Available data:
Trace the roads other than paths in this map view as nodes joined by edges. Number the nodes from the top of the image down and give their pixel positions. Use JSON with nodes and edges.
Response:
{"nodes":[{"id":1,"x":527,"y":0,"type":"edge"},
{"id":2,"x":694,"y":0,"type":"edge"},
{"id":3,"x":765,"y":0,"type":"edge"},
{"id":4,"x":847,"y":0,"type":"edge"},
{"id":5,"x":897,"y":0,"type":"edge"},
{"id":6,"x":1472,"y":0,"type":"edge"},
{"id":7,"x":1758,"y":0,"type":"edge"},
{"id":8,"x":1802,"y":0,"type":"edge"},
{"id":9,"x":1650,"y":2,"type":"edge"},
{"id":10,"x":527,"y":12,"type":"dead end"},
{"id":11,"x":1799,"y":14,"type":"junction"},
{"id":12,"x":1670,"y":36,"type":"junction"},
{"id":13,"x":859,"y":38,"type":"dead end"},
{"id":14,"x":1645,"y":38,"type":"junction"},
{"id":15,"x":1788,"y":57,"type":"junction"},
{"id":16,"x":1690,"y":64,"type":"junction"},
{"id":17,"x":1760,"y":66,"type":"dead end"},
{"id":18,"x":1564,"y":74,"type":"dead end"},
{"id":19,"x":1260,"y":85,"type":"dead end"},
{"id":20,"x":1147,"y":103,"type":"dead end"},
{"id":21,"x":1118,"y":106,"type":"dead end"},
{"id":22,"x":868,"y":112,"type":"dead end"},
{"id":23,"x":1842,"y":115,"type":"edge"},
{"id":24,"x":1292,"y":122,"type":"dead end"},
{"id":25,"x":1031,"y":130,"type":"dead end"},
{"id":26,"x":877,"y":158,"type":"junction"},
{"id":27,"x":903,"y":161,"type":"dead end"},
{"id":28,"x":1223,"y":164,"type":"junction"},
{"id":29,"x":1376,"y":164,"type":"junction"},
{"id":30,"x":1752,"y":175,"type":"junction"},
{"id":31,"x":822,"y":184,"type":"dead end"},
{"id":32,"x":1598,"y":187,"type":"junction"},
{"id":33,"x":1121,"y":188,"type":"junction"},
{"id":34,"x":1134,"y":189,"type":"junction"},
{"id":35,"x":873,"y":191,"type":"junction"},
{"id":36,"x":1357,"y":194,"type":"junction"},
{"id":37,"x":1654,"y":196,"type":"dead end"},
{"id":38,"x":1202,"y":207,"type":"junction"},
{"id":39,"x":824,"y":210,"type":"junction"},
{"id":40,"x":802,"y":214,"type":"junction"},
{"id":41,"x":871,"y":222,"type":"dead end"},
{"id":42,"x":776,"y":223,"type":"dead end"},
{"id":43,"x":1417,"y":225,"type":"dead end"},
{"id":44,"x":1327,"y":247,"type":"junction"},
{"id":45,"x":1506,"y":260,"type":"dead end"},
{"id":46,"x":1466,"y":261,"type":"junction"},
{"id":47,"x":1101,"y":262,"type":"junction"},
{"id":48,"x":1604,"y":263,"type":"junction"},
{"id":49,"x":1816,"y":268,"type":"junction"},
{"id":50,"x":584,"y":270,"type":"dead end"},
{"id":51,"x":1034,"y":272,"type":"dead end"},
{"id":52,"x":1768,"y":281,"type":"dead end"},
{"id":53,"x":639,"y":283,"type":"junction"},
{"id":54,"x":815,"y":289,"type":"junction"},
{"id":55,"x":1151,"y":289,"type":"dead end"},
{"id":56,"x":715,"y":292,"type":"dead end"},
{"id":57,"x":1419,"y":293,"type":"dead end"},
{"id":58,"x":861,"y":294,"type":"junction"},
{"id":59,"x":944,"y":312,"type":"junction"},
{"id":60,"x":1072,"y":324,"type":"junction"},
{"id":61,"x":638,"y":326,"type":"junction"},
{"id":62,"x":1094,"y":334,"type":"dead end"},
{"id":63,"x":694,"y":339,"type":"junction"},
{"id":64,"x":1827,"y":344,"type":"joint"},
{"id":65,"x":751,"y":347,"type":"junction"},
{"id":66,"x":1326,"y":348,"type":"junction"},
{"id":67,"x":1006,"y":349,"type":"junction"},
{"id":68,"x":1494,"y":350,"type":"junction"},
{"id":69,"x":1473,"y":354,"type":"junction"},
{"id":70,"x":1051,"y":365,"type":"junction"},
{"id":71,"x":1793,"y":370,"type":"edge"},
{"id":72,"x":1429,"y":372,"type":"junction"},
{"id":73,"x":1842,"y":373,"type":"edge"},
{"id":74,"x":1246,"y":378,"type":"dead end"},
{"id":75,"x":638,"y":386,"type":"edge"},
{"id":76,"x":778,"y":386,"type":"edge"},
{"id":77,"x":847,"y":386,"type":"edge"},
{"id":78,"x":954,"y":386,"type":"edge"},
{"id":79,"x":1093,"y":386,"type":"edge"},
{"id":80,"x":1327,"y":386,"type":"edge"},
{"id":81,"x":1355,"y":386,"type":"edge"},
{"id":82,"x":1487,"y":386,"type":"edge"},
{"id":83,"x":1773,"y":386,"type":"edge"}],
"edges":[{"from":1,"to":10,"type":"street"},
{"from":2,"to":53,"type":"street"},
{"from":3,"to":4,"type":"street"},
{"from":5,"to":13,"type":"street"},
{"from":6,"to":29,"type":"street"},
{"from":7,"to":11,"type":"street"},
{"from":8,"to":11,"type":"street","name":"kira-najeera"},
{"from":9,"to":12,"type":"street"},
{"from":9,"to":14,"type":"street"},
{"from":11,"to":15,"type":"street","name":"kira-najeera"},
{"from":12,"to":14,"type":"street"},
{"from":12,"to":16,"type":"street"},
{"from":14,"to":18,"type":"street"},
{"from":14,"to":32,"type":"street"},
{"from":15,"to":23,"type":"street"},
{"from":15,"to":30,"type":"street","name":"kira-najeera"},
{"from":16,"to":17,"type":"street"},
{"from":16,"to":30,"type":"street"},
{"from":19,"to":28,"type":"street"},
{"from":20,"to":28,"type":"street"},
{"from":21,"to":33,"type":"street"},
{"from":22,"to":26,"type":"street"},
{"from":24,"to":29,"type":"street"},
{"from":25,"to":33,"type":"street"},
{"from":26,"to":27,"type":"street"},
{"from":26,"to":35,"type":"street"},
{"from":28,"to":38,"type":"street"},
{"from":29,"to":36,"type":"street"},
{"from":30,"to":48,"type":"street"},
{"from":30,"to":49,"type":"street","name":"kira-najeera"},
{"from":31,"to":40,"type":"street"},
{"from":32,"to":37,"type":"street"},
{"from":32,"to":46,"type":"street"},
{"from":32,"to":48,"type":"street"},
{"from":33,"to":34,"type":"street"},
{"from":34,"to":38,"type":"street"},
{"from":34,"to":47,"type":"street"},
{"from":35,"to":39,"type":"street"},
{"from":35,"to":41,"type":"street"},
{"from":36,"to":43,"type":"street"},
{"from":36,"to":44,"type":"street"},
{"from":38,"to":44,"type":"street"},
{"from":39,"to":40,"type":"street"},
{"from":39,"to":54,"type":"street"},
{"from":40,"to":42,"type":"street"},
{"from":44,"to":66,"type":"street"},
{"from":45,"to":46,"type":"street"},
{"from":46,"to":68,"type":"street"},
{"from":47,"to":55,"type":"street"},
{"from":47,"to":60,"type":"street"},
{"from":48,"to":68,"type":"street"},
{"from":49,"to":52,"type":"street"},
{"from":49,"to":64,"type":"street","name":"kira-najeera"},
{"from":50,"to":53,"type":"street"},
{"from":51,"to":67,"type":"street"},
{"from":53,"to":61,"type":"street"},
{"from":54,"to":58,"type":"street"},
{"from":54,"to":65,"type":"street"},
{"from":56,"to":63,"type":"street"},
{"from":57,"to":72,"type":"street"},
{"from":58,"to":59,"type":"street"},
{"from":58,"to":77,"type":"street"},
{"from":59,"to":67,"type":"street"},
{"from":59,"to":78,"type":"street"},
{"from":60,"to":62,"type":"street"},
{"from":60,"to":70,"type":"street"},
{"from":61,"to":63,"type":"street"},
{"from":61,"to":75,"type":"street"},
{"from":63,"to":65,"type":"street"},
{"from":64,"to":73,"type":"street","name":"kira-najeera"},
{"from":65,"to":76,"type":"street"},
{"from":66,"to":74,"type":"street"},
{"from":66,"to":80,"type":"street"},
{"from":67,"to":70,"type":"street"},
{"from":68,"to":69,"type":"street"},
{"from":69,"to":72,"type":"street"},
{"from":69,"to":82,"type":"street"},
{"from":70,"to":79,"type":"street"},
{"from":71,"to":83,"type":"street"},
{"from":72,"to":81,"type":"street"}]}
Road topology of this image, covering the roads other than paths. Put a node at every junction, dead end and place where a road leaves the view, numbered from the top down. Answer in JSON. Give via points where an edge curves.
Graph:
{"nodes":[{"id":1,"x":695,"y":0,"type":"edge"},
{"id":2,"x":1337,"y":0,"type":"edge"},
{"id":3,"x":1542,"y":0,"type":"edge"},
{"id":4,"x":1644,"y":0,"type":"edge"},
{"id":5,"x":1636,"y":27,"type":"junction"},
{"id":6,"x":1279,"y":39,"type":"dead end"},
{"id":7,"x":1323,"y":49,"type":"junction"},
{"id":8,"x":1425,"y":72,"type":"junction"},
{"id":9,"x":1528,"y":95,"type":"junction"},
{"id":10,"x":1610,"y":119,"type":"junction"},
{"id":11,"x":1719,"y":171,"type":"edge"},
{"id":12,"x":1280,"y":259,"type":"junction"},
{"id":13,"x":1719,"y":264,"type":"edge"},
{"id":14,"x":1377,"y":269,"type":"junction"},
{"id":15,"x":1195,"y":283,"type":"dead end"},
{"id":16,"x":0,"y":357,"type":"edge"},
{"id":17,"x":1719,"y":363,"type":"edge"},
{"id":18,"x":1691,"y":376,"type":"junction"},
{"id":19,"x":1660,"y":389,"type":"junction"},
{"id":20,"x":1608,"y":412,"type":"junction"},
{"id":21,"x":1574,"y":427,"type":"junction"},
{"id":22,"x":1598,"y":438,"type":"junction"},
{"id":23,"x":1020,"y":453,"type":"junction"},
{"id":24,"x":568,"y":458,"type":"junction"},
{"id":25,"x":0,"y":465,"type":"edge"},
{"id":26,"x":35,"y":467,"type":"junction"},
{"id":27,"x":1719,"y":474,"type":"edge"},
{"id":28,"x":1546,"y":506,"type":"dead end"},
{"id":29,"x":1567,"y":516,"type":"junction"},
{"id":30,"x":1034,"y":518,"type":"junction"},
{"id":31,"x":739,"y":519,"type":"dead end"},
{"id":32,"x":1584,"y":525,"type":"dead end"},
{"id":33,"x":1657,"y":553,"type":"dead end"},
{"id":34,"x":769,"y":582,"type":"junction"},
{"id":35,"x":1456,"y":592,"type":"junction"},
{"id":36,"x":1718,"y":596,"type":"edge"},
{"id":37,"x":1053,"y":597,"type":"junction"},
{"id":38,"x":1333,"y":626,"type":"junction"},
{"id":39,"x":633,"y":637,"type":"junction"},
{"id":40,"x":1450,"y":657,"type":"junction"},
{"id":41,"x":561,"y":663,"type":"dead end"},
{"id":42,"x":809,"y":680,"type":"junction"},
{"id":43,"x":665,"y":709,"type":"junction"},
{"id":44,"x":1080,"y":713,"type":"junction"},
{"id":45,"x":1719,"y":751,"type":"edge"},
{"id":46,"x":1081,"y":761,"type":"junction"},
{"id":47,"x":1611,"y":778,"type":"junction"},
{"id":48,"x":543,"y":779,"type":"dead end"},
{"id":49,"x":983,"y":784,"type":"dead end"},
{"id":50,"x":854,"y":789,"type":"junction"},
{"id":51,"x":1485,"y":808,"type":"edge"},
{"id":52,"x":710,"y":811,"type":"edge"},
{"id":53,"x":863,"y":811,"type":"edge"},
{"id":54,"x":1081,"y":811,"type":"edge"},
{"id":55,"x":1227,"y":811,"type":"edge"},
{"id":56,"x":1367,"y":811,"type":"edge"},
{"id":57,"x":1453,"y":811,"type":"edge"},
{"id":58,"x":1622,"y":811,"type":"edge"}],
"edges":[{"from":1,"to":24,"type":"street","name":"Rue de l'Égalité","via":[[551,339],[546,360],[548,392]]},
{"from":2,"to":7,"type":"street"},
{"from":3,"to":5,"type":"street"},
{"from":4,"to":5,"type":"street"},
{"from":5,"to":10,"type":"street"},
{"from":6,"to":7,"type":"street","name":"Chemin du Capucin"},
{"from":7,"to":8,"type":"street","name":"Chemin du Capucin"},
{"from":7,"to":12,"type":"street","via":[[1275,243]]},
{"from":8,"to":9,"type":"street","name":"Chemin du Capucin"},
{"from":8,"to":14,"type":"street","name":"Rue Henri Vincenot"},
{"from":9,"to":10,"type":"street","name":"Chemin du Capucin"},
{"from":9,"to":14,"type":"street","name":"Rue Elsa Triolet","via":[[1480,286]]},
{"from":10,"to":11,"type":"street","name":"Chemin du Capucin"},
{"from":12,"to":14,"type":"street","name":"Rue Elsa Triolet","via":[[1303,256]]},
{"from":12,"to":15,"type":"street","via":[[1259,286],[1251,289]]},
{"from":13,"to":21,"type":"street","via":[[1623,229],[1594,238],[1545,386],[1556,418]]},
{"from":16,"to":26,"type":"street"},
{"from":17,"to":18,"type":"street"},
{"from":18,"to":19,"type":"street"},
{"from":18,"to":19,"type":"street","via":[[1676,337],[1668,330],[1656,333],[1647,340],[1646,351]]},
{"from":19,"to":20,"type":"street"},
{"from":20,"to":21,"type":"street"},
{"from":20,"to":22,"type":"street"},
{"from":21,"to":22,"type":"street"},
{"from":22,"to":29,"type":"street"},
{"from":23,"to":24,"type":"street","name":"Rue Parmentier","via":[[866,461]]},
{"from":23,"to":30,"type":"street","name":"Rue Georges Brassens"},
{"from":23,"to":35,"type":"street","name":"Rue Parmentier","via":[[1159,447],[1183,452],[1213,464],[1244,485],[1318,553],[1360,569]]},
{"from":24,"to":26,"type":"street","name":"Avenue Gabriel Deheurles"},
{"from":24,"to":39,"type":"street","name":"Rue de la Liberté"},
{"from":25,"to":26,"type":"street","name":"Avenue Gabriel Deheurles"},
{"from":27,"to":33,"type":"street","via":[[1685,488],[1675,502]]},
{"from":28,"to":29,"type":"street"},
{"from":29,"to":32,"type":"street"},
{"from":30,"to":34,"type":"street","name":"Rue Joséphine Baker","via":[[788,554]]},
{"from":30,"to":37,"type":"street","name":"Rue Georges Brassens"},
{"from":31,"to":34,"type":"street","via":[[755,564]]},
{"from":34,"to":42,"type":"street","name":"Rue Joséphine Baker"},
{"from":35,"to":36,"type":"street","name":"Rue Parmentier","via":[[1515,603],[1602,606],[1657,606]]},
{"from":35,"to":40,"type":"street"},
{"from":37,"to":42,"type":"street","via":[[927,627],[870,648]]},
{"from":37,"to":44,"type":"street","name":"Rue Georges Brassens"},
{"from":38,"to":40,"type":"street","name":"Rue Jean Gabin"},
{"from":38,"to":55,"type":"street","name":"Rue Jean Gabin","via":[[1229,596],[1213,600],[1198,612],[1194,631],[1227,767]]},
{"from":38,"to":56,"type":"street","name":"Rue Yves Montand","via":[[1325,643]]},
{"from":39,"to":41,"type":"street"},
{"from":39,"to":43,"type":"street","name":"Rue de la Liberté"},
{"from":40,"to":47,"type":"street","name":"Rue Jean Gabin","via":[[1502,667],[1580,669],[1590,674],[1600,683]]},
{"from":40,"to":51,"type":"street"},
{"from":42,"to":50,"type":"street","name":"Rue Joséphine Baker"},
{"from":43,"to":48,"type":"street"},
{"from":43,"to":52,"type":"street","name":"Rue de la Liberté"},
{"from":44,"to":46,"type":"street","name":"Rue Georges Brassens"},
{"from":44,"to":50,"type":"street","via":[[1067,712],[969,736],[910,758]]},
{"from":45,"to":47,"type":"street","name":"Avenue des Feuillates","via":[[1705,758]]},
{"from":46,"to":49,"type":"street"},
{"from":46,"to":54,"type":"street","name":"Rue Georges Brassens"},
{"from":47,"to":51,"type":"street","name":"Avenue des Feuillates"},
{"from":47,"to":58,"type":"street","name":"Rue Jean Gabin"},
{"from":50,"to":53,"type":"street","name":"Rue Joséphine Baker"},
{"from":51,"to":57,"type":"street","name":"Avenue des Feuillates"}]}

Exercise directions:
Tell me how many lines of the records include the word "Avenue", replying with the number alone.

Finished exercise:
5